The next thing you can do is contact your legislators. Give them a call and tell them you support a responsible plan to fix the cliff. Tell them you support a plan to cut taxes by $400 million and fund our critical priorities. I understand it can be intimidating to call an elected official, especially if you’ve never done it before. I get it. But I was once a legislator, and there is nothing that influences a legislator more than hearing from the people he or she works for. If you believe, like I do, that our state is worth fighting for, then it is certainly worth it to pick up the phone and let your legislators know that you expect us all to work together to responsibly fix this cliff looming before us.

If you’re wondering how to contact your state senators and state representatives, visit Our-Louisiana-Dot-Org.

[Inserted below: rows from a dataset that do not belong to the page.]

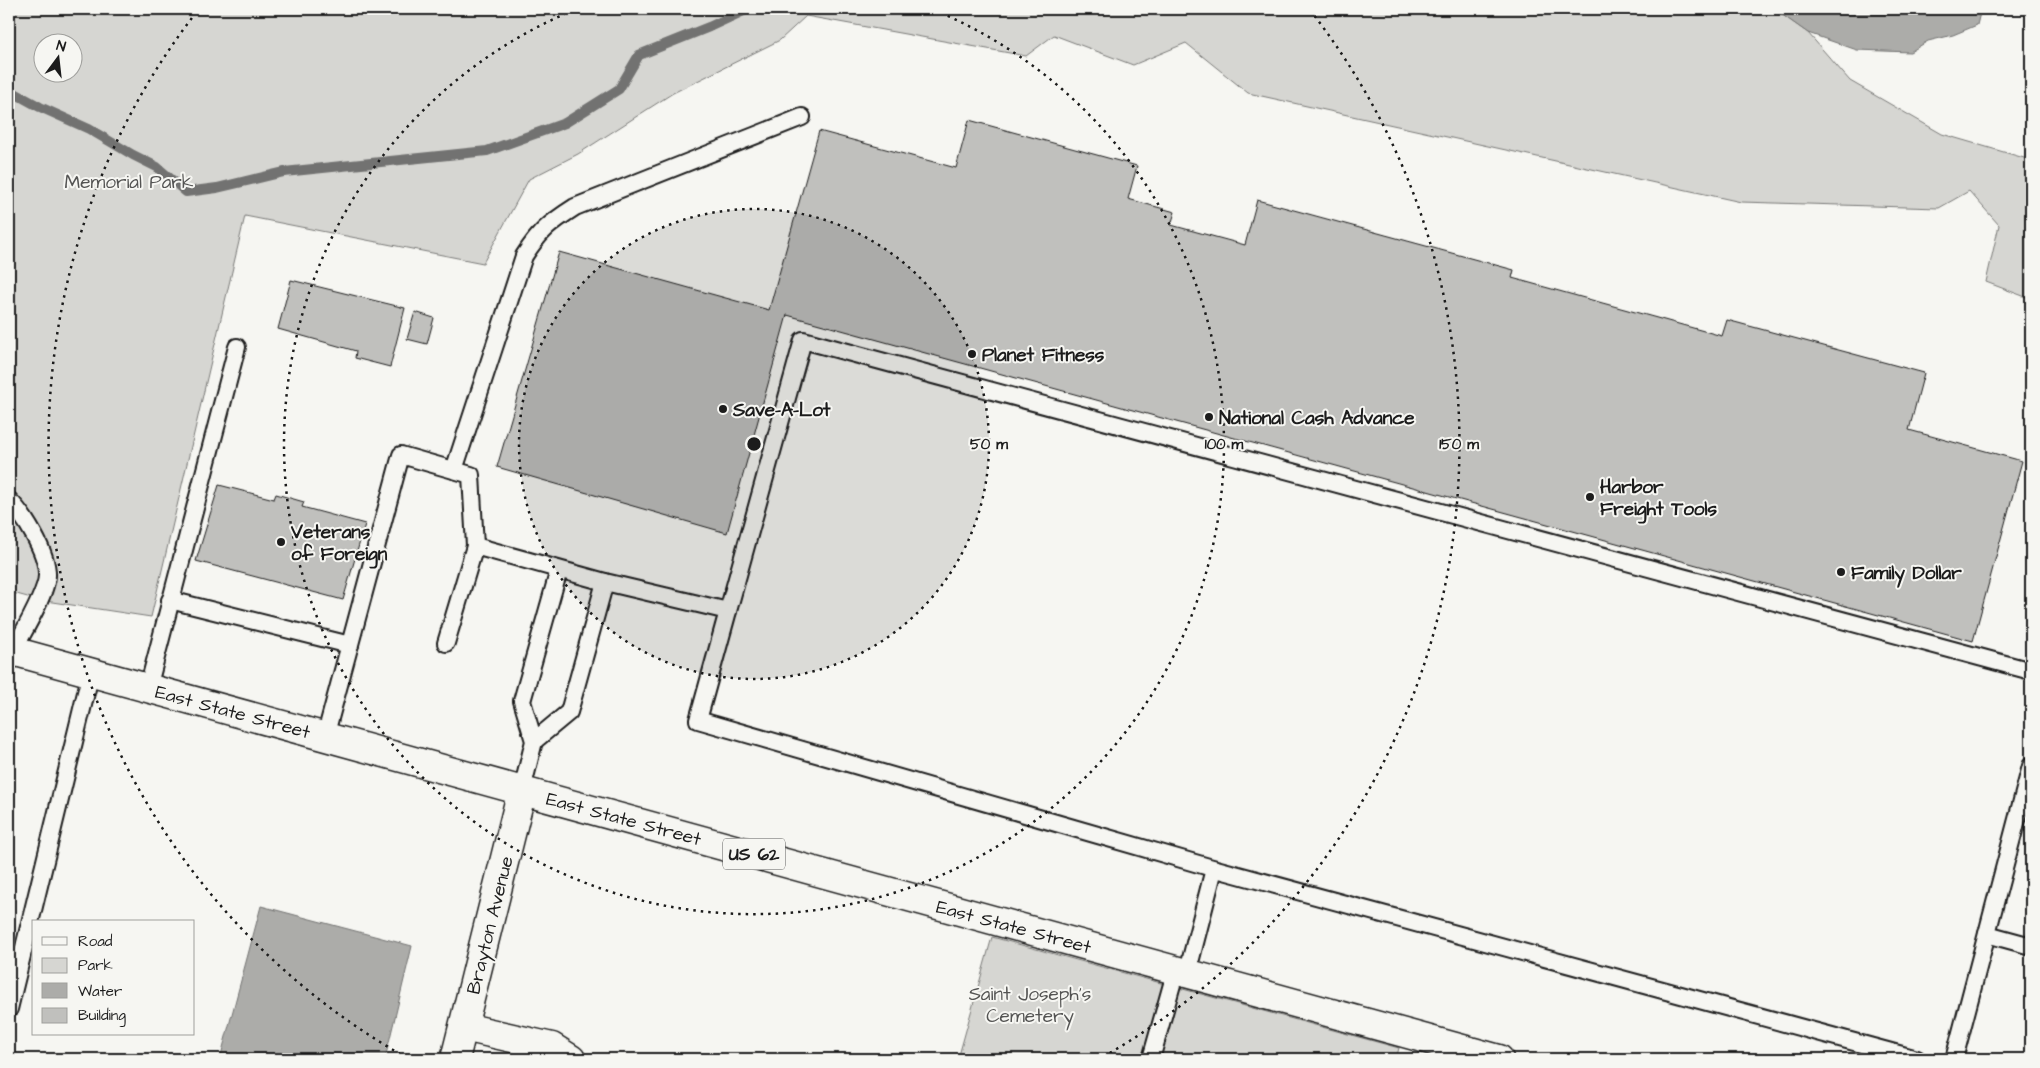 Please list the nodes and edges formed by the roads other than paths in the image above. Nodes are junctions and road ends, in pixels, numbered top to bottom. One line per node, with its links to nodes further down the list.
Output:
1 (802, 117): 3 (lane)
2 (237, 347): 8 (lane)
3 (454, 470): 5 (lane); 11 (lane)
4 (9, 500): 12 (lane)
5 (475, 546): 6 (lane); 10 (lane)
6 (559, 570): 7 (lane); 17 (lane)
7 (605, 582): 9 (lane); 17 (lane)
8 (170, 600): 11 (lane); 15 (lane)
9 (728, 611): 13 (lane); 20 (lane)
10 (446, 643)
11 (350, 645): 16 (lane)
12 (11, 650): 14 (main road, East State Street / US 62)
13 (2031, 671)
14 (91, 672): 15 (main road, East State Street / US 62); 24 (lane)
15 (148, 688): 16 (main road, East State Street / US 62)
16 (325, 736): 19 (main road, East State Street / US 62)
17 (534, 741): 19 (lane)
18 (2031, 766): 21 (lane)
19 (522, 790): 23 (main road, East State Street / US 62); 25 (main road, Brayton Avenue)
20 (1214, 869): 23 (lane); 30 (lane)
21 (1987, 934): 22 (lane); 31 (lane)
22 (2031, 946)
23 (1182, 972): 28 (lane); 29 (main road, East State Street / US 62)
24 (9, 1009)
25 (464, 1027): 26 (main road, Brayton Avenue); 27 (main road)
26 (455, 1059)
27 (571, 1059)
28 (1151, 1059)
29 (1499, 1059)
30 (1917, 1059)
31 (1954, 1059)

That’s a declaration of war on the legislature he expects to pass $650 million in tax hikes over their objections and then complete a budget process from scratch, all in two weeks. How are they going to get all that work done while their phones are blowing up from the calls you just generated, Governor?

And here’s his grand finale…

And, as always, I ask you to pray.

This is a challenge. But it is also a tremendous opportunity.

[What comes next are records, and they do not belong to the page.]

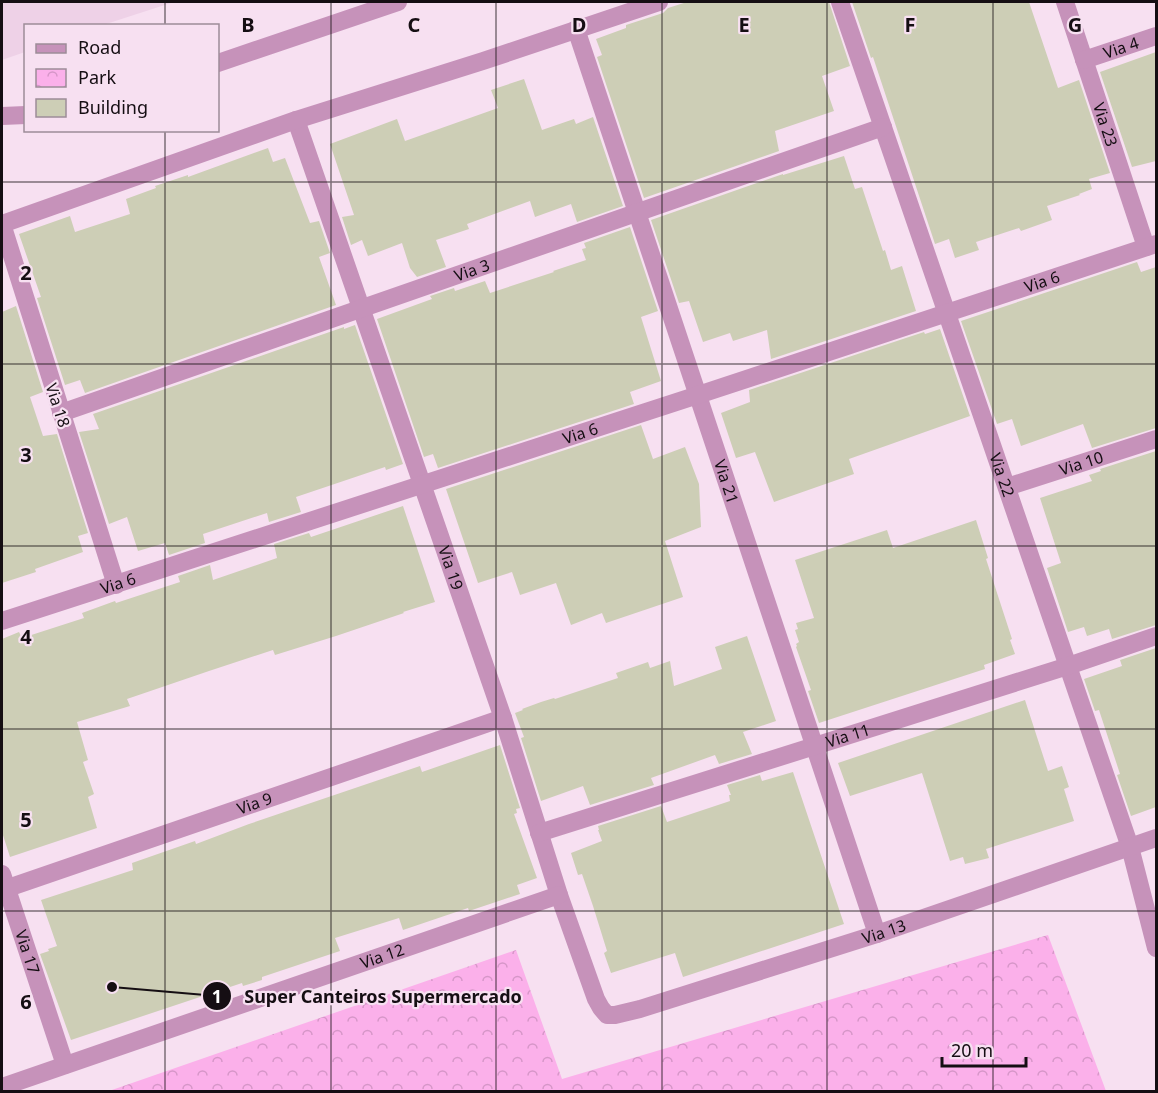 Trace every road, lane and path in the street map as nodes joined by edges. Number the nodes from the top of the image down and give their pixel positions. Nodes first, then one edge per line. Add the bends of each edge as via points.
1 (398, 2) edge
2 (659, 2) edge
3 (840, 2) edge
4 (1065, 2) edge
5 (625, 8) edge
6 (576, 29) junction
7 (1156, 36) edge
8 (1084, 60) junction
9 (219, 63) edge
10 (24, 115) edge
11 (2, 116) edge
12 (296, 120) junction
13 (883, 127) junction
14 (638, 214) junction
15 (2, 224) edge
16 (1151, 245) edge
17 (361, 309) junction
18 (947, 314) junction
19 (698, 395) junction
20 (61, 414) junction
21 (1156, 439) edge
22 (421, 484) junction
23 (1006, 487) junction
24 (116, 585) junction
25 (2, 621) edge
26 (1156, 636) edge
27 (1068, 666) junction
28 (503, 718) junction
29 (815, 745) junction
30 (539, 833) junction
31 (1156, 838) edge
32 (1130, 847) junction
33 (3, 884) edge
34 (559, 895) junction
35 (877, 934) junction
36 (1156, 948) edge
37 (607, 1015) joint
38 (65, 1065) junction
39 (2, 1087) edge

1 - 9 street
2 - 5 street
3 - 13 street, Via 22
4 - 8 street, Via 23
5 - 6 street
6 - 12 street
6 - 14 street, Via 21
7 - 8 street, Via 4
8 - 16 street, Via 23
10 - 11 street
12 - 15 street
12 - 17 street, Via 19
13 - 14 street, Via 3
13 - 18 street, Via 22
14 - 17 street, Via 3
14 - 19 street, Via 21
15 - 20 street, Via 18
16 - 18 street, Via 6
17 - 20 street, Via 3
17 - 22 street, Via 19
18 - 19 street, Via 6
18 - 23 street, Via 22
19 - 22 street, Via 6
19 - 29 street, Via 21
20 - 24 street, Via 18
21 - 23 street, Via 10
22 - 24 street, Via 6
22 - 28 street, Via 19
23 - 27 street, Via 22
24 - 25 street, Via 6
26 - 27 street, Via 11
27 - 29 street, Via 11
27 - 32 street, Via 22
28 - 30 street, Via 19
28 - 33 street, Via 9
29 - 30 street, Via 11
29 - 35 street, Via 21
30 - 34 street, Via 19
31 - 32 street, Via 13
32 - 35 street, Via 13
32 - 36 street, Via 22
33 - 38 street, Via 17
34 - 37 street, Via 19 via 596,999
34 - 38 street, Via 12
35 - 37 street, Via 13 via 640,1009
38 - 39 street, Via 12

I am genuinely excited about what’s going to happen over the next two weeks. Because I believe we will come together to solve these problems once and for all. But more importantly, I’m excited about what’s going to happen as Our Louisiana continues to prosper over the coming months and years.

One last time, we have a chance and we have a choice. Will we seize this chance to keep this train on its tracks, or will we make the choice to fall off the fiscal cliff?

Will we seize this chance to continue to fund higher education, or will we make the choice to go back to the way things were, with cuts putting our children’s future in peril?

Will we take this chance to fund our medical schools, partner hospitals, and law enforcement, or will we make the choice to suffer the disastrous effects on our physical, mental and economic health that will come from hospital closures and the loss of medical training?

I choose to look to the future – to Louisiana’s future. I’m looking to make this the state we want it to be.

This is our home. This is our Louisiana.

Let’s get the job done.

God bless you, God bless the United States of America, and God bless the great state of Louisiana.

Yeah, God bless us. We’re gonna need it. And to you, Gov. Edwards, bless your heart.